**Aim of the exercise:** Starting with the line that contains "Please list the" and stopping after the line that contains "I need the junctions", copy the entries below exactly. Include nothing else.

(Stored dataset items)
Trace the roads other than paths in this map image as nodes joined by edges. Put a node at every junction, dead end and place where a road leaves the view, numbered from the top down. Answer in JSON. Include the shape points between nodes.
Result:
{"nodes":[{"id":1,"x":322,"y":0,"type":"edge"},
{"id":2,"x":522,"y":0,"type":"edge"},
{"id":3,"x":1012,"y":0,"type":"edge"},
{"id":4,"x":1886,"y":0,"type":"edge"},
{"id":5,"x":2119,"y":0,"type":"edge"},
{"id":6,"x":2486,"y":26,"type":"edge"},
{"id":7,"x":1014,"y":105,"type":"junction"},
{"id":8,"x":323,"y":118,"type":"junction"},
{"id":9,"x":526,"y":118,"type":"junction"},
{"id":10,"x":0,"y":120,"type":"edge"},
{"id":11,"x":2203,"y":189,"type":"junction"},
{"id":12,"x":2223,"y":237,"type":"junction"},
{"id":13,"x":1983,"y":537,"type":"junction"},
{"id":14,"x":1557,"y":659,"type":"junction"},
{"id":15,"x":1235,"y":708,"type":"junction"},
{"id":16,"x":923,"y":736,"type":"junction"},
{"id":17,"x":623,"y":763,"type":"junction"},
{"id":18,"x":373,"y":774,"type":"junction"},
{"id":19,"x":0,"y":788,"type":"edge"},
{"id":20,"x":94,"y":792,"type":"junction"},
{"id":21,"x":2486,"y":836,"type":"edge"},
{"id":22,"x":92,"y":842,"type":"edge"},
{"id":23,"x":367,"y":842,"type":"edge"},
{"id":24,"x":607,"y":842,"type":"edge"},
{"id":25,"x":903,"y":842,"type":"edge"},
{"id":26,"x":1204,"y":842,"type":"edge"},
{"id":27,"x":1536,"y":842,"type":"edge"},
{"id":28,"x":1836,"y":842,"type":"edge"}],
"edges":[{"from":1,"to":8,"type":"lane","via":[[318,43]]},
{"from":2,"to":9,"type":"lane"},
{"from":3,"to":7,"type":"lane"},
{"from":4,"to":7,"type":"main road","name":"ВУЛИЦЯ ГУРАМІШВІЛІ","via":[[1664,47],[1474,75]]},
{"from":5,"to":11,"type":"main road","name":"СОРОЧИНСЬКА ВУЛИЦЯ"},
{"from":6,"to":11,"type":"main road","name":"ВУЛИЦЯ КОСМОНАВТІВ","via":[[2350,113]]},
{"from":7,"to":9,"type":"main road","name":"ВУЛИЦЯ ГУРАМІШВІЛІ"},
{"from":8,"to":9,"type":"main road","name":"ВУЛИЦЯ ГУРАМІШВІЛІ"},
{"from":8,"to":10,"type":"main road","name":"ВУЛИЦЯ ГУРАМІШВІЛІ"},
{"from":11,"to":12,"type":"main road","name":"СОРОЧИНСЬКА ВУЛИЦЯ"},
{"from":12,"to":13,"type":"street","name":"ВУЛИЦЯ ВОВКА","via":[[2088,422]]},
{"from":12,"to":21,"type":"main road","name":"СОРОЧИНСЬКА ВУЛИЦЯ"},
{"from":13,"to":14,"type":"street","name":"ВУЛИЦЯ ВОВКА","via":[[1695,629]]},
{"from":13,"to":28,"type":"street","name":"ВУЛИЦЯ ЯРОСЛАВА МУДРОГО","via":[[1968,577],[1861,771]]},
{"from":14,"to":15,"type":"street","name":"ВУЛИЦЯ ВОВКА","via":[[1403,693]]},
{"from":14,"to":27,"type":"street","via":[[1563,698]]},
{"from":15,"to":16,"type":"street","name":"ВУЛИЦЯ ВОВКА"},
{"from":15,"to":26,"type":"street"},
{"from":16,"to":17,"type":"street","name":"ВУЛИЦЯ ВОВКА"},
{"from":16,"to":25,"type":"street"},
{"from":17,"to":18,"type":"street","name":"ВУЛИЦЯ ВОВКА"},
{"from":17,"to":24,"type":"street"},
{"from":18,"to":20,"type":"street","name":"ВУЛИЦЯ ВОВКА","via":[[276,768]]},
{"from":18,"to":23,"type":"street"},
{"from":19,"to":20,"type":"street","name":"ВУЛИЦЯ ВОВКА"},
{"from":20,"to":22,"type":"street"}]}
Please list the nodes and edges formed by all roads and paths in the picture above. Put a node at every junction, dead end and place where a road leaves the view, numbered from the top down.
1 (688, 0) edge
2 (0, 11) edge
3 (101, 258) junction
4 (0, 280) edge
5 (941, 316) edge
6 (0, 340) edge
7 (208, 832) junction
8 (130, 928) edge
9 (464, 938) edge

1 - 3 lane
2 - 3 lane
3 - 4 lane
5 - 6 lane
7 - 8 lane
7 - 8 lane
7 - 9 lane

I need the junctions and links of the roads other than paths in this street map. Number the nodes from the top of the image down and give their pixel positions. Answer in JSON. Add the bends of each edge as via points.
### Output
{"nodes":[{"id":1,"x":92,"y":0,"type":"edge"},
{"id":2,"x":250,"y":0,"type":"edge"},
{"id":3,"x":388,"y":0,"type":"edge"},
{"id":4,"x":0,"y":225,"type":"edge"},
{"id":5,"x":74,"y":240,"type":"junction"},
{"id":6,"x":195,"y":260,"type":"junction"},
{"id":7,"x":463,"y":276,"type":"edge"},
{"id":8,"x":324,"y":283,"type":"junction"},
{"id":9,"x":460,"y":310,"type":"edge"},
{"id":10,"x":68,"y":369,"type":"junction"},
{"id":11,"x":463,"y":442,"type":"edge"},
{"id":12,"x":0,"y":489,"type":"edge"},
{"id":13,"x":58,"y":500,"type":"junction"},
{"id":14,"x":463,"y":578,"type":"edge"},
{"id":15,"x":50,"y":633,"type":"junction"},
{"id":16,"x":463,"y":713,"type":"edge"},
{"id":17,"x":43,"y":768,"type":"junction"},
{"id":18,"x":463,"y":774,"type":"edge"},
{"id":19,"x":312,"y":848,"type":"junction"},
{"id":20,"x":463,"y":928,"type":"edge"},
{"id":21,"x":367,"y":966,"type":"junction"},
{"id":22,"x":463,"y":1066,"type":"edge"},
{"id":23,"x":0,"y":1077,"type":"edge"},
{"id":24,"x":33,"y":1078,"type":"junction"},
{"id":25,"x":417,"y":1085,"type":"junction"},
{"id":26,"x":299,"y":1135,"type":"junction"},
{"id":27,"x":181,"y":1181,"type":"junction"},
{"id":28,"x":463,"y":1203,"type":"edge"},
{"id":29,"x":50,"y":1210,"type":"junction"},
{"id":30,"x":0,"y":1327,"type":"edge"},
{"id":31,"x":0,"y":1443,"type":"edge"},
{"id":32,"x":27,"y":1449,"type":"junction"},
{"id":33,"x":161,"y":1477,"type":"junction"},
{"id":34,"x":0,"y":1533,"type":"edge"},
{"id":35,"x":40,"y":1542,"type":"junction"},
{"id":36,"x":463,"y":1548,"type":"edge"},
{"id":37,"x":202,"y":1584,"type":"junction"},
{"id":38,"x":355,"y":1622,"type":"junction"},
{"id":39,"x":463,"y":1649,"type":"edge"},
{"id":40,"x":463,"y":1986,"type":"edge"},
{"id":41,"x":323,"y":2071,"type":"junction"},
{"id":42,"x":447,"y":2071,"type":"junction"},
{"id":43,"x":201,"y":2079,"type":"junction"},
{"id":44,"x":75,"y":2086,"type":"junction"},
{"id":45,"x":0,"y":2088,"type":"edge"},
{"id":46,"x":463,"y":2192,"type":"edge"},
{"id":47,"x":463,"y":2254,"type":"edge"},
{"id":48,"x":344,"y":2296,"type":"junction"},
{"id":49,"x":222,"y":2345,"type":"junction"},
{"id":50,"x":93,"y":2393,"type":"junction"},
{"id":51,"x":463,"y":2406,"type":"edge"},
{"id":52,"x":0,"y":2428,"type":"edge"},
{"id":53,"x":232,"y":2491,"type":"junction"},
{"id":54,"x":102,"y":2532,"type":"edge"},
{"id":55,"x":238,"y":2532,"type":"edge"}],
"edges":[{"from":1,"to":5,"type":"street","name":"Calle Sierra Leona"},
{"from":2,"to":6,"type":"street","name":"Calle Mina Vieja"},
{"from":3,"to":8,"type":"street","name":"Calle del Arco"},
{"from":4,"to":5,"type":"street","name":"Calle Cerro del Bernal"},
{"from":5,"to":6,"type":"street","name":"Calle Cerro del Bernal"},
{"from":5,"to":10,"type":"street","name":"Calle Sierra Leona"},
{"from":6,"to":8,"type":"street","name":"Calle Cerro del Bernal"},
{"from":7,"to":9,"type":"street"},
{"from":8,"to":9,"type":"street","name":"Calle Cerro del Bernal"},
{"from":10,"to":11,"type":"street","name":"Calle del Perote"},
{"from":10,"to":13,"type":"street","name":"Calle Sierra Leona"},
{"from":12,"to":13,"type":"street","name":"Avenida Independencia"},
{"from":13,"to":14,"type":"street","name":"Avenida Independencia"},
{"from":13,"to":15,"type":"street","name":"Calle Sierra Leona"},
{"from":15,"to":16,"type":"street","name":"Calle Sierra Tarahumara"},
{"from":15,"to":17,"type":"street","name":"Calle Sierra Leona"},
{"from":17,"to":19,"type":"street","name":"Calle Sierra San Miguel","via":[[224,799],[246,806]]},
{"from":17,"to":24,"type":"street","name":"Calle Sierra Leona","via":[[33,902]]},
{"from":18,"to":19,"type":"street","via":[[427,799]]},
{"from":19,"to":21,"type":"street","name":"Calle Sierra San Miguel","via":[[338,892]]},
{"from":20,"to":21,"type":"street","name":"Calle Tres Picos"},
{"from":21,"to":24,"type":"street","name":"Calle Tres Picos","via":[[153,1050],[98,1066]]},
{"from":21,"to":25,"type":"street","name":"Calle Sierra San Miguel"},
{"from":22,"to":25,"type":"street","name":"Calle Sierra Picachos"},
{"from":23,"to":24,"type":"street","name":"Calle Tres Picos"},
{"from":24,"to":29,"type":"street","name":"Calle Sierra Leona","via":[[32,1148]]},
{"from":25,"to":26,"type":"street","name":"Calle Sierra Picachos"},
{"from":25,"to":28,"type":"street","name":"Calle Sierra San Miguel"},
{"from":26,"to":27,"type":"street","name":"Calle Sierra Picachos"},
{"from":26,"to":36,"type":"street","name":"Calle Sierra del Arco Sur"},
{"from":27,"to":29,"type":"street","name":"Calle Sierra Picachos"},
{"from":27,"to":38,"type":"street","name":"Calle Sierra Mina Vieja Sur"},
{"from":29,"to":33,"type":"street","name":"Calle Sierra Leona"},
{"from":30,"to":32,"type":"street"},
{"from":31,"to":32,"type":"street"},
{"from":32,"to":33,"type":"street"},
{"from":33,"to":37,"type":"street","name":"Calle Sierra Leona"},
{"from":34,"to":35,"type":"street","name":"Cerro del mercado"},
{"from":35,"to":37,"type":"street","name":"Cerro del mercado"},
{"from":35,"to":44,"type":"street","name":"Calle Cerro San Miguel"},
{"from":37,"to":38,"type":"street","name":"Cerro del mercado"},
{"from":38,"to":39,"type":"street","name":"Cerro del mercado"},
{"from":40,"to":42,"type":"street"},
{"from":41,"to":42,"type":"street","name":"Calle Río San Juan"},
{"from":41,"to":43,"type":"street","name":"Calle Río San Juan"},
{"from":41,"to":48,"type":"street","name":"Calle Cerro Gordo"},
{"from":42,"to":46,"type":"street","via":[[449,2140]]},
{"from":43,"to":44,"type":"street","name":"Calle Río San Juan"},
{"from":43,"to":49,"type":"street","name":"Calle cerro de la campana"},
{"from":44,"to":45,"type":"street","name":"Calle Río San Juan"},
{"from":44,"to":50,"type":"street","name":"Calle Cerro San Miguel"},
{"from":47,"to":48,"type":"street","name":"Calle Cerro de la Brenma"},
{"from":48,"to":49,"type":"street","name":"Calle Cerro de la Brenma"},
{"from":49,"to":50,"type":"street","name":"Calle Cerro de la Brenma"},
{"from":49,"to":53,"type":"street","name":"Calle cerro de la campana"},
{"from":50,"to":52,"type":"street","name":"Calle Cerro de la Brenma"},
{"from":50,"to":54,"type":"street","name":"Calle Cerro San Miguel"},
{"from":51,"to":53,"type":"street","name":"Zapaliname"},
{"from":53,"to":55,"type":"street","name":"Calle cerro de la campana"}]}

**Task answer:**
Please list the nodes and edges formed by all roads and paths in the picture above. Put a node at every junction, dead end and place where a road leaves the view, numbered from the top down.
1 (688, 0) edge
2 (0, 11) edge
3 (101, 258) junction
4 (0, 280) edge
5 (941, 316) edge
6 (0, 340) edge
7 (208, 832) junction
8 (130, 928) edge
9 (464, 938) edge

1 - 3 lane
2 - 3 lane
3 - 4 lane
5 - 6 lane
7 - 8 lane
7 - 8 lane
7 - 9 lane

I need the junctions and links of the roads other than paths in this street map. Number the nodes from the top of the image down and give their pixel positions. Answer in JSON. Add the bends of each edge as via points.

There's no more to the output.